Reproduce exactly the lines from the top of the records below through the line holding "display:grid; grid-template-columns:52px 1fr".

Collected data:
►
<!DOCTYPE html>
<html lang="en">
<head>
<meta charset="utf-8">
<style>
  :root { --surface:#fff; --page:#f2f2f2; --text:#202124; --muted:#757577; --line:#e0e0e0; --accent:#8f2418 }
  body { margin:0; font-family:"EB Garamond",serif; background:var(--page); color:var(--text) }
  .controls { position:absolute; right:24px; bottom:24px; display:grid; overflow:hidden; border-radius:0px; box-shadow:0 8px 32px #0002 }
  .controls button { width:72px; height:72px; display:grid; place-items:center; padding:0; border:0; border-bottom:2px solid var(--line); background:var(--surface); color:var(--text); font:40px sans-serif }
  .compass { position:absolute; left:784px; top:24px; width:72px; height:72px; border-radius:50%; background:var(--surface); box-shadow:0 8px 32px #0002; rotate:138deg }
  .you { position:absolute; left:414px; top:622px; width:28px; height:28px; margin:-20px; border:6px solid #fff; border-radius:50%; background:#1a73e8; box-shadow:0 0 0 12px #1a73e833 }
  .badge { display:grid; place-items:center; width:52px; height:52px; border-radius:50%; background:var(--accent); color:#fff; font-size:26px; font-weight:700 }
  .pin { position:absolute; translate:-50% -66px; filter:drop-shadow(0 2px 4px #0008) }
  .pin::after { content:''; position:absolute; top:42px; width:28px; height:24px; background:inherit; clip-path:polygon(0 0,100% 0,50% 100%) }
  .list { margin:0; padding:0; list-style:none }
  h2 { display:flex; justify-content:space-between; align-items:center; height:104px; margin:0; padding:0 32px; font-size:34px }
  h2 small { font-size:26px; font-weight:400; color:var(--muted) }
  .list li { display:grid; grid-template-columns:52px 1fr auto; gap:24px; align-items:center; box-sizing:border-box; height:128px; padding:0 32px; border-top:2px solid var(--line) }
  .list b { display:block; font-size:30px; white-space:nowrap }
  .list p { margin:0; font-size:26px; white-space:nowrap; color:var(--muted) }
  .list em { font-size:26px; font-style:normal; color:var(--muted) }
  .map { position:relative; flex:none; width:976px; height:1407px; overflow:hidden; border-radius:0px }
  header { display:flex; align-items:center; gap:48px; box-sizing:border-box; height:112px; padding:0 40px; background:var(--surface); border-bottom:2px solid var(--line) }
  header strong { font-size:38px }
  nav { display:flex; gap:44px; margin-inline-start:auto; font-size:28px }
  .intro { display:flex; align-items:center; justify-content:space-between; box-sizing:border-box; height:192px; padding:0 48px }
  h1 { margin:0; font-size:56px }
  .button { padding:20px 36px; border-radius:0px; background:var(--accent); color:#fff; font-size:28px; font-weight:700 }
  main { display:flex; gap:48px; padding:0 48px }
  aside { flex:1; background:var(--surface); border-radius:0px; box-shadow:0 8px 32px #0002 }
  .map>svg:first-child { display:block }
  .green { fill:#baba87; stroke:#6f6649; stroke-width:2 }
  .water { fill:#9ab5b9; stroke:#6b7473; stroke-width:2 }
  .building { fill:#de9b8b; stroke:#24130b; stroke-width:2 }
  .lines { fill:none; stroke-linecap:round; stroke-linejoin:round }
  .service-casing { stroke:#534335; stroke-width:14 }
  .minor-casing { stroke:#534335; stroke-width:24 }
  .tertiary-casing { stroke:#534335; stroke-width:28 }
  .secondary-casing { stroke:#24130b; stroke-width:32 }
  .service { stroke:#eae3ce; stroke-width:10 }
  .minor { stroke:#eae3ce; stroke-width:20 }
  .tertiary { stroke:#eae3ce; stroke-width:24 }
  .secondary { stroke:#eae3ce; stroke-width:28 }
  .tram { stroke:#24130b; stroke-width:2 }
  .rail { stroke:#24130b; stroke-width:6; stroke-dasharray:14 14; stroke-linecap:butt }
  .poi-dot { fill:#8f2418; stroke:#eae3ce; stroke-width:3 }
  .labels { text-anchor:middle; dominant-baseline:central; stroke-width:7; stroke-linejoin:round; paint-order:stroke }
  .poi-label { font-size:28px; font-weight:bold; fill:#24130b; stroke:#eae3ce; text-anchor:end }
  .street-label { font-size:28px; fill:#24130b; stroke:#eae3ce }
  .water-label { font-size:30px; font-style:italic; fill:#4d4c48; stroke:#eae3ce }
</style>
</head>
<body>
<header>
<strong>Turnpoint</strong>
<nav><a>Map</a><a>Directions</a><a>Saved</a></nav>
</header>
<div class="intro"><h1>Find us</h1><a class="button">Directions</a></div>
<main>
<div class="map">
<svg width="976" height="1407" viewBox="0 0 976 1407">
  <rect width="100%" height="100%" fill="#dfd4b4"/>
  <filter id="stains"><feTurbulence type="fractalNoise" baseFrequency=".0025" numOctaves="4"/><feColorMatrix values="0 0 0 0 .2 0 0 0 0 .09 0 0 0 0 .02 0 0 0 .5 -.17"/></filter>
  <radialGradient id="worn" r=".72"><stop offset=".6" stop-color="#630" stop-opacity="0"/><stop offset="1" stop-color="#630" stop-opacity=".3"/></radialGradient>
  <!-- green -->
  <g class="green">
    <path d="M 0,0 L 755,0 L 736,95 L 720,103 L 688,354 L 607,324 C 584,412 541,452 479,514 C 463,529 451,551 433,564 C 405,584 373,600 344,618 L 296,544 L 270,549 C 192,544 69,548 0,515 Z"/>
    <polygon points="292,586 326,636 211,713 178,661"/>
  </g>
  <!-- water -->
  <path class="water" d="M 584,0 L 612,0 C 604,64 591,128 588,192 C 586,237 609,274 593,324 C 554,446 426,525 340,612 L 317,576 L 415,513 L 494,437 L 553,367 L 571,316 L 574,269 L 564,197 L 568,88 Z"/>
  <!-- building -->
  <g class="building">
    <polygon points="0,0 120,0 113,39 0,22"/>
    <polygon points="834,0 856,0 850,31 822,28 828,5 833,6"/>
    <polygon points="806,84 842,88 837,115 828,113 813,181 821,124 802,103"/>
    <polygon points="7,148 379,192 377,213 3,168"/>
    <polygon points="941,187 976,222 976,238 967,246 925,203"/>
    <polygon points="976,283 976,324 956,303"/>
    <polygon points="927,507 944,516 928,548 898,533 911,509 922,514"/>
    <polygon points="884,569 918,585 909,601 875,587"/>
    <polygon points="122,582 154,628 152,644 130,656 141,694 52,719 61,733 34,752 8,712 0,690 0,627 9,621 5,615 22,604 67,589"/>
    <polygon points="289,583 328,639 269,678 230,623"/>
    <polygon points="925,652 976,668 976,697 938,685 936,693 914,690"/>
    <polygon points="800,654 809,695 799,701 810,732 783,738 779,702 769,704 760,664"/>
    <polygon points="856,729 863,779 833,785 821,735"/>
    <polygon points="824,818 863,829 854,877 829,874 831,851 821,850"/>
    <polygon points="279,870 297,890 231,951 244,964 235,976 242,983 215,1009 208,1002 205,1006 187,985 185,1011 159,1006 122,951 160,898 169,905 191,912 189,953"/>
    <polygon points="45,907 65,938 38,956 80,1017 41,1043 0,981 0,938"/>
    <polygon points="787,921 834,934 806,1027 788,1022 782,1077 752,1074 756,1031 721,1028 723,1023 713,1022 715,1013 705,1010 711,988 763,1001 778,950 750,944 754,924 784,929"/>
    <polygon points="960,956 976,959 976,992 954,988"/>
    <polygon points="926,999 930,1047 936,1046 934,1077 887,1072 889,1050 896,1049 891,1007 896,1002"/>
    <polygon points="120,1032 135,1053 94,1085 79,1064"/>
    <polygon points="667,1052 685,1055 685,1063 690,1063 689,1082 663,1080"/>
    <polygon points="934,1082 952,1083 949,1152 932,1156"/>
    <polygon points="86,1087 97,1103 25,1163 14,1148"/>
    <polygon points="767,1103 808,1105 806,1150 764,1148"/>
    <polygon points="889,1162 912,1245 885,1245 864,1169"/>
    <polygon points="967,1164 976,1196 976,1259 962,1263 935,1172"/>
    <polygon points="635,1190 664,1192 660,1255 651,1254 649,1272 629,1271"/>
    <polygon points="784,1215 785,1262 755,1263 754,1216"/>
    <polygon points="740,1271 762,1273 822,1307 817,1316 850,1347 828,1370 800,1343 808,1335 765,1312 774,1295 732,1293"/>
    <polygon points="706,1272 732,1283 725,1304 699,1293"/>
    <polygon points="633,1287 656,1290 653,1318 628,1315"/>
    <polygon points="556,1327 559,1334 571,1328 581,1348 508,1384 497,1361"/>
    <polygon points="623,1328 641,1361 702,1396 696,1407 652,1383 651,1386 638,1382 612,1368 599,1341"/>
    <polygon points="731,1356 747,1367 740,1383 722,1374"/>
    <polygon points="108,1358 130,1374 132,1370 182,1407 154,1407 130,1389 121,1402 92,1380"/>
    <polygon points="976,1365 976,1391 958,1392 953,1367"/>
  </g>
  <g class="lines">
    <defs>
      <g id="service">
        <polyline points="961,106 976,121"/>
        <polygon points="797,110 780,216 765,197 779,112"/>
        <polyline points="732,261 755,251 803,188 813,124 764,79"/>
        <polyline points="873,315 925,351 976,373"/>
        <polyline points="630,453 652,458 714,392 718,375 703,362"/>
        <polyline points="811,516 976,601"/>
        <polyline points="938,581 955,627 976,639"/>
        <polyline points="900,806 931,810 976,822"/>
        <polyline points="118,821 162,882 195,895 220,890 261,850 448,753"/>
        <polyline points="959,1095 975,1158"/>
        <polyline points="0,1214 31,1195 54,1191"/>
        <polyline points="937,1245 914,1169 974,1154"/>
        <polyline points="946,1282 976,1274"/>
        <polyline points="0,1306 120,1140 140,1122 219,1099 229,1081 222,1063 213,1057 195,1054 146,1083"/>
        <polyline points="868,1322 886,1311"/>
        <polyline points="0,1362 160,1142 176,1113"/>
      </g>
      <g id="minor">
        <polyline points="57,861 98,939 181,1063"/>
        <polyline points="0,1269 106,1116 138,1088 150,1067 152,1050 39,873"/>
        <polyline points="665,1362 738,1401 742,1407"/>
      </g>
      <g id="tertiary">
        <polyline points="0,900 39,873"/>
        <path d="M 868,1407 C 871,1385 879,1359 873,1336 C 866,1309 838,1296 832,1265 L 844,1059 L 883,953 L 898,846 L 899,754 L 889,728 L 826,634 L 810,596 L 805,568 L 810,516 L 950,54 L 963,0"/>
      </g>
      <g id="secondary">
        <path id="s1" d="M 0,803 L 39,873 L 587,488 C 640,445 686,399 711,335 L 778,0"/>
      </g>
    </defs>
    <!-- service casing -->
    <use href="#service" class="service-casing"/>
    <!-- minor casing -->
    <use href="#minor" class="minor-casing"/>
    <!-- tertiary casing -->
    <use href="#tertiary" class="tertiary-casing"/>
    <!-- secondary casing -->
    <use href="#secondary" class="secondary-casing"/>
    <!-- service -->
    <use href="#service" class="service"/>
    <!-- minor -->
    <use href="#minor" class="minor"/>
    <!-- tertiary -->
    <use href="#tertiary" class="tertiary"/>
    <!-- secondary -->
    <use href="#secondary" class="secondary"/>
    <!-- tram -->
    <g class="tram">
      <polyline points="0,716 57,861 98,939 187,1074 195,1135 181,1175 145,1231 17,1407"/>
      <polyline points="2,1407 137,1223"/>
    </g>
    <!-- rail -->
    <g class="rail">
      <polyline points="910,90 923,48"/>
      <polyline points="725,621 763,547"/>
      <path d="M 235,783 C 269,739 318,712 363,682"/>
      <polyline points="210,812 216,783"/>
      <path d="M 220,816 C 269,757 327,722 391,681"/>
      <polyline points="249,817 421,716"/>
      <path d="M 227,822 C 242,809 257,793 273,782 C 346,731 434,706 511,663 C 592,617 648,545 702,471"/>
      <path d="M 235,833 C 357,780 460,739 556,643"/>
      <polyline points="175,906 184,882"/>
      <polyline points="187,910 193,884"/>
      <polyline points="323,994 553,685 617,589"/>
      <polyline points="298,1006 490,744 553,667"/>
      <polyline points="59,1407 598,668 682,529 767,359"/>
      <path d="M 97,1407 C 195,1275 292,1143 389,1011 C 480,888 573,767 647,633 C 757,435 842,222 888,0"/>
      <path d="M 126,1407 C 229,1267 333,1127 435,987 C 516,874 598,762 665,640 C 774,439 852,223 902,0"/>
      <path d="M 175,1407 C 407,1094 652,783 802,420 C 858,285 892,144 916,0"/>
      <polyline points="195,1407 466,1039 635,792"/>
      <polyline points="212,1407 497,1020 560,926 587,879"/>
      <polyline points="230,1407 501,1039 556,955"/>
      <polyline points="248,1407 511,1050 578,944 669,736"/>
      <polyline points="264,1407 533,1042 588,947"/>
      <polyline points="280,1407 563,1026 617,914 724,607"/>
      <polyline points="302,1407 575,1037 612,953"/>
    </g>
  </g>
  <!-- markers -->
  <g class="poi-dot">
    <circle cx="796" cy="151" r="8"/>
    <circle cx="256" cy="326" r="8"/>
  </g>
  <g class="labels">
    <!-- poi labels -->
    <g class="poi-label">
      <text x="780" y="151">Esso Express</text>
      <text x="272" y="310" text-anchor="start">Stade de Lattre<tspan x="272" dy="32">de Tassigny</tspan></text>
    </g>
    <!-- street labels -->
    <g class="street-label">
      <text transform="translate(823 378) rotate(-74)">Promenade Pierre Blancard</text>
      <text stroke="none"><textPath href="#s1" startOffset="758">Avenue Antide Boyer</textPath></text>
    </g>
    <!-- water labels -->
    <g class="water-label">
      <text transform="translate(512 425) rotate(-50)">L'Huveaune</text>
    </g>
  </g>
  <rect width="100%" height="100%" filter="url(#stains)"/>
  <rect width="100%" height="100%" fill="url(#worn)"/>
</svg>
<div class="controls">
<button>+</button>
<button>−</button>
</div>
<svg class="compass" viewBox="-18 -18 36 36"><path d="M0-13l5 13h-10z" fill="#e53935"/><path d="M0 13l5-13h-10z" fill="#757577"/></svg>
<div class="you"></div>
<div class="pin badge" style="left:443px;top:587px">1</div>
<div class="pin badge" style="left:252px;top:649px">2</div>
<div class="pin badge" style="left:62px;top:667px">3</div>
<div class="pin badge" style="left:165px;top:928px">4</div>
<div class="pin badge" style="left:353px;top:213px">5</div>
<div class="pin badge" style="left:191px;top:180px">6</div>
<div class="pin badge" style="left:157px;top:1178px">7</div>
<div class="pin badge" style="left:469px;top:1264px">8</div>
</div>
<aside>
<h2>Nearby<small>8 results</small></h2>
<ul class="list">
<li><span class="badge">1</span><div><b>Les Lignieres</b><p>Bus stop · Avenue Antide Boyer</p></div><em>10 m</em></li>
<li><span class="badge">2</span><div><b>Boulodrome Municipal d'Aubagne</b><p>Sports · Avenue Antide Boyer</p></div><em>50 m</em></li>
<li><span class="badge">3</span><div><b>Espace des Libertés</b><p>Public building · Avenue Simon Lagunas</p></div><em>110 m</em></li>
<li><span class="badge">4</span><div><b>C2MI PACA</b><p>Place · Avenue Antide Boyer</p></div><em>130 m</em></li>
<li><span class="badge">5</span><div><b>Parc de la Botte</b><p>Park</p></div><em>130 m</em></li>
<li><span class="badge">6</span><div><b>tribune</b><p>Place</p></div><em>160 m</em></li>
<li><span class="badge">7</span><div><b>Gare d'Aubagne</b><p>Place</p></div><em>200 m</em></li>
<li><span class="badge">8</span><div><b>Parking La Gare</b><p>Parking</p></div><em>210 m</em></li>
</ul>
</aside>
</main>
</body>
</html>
◄
**RESPONSE:**
<!DOCTYPE html>
<html lang="en">
<head>
<meta charset="utf-8">
<style>
  :root { --surface:#fff; --page:#f2f2f2; --text:#202124; --muted:#757577; --line:#e0e0e0; --accent:#8f2418 }
  body { margin:0; font-family:"EB Garamond",serif; background:var(--page); color:var(--text) }
  .controls { position:absolute; right:24px; bottom:24px; display:grid; overflow:hidden; border-radius:0px; box-shadow:0 8px 32px #0002 }
  .controls button { width:72px; height:72px; display:grid; place-items:center; padding:0; border:0; border-bottom:2px solid var(--line); background:var(--surface); color:var(--text); font:40px sans-serif }
  .compass { position:absolute; left:784px; top:24px; width:72px; height:72px; border-radius:50%; background:var(--surface); box-shadow:0 8px 32px #0002; rotate:138deg }
  .you { position:absolute; left:414px; top:622px; width:28px; height:28px; margin:-20px; border:6px solid #fff; border-radius:50%; background:#1a73e8; box-shadow:0 0 0 12px #1a73e833 }
  .badge { display:grid; place-items:center; width:52px; height:52px; border-radius:50%; background:var(--accent); color:#fff; font-size:26px; font-weight:700 }
  .pin { position:absolute; translate:-50% -66px; filter:drop-shadow(0 2px 4px #0008) }
  .pin::after { content:''; position:absolute; top:42px; width:28px; height:24px; background:inherit; clip-path:polygon(0 0,100% 0,50% 100%) }
  .list { margin:0; padding:0; list-style:none }
  h2 { display:flex; justify-content:space-between; align-items:center; height:104px; margin:0; padding:0 32px; font-size:34px }
  h2 small { font-size:26px; font-weight:400; color:var(--muted) }
  .list li { display:grid; grid-template-columns:52px 1fr auto; gap:24px; align-items:center; box-sizing:border-box; height:128px; padding:0 32px; border-top:2px solid var(--line) }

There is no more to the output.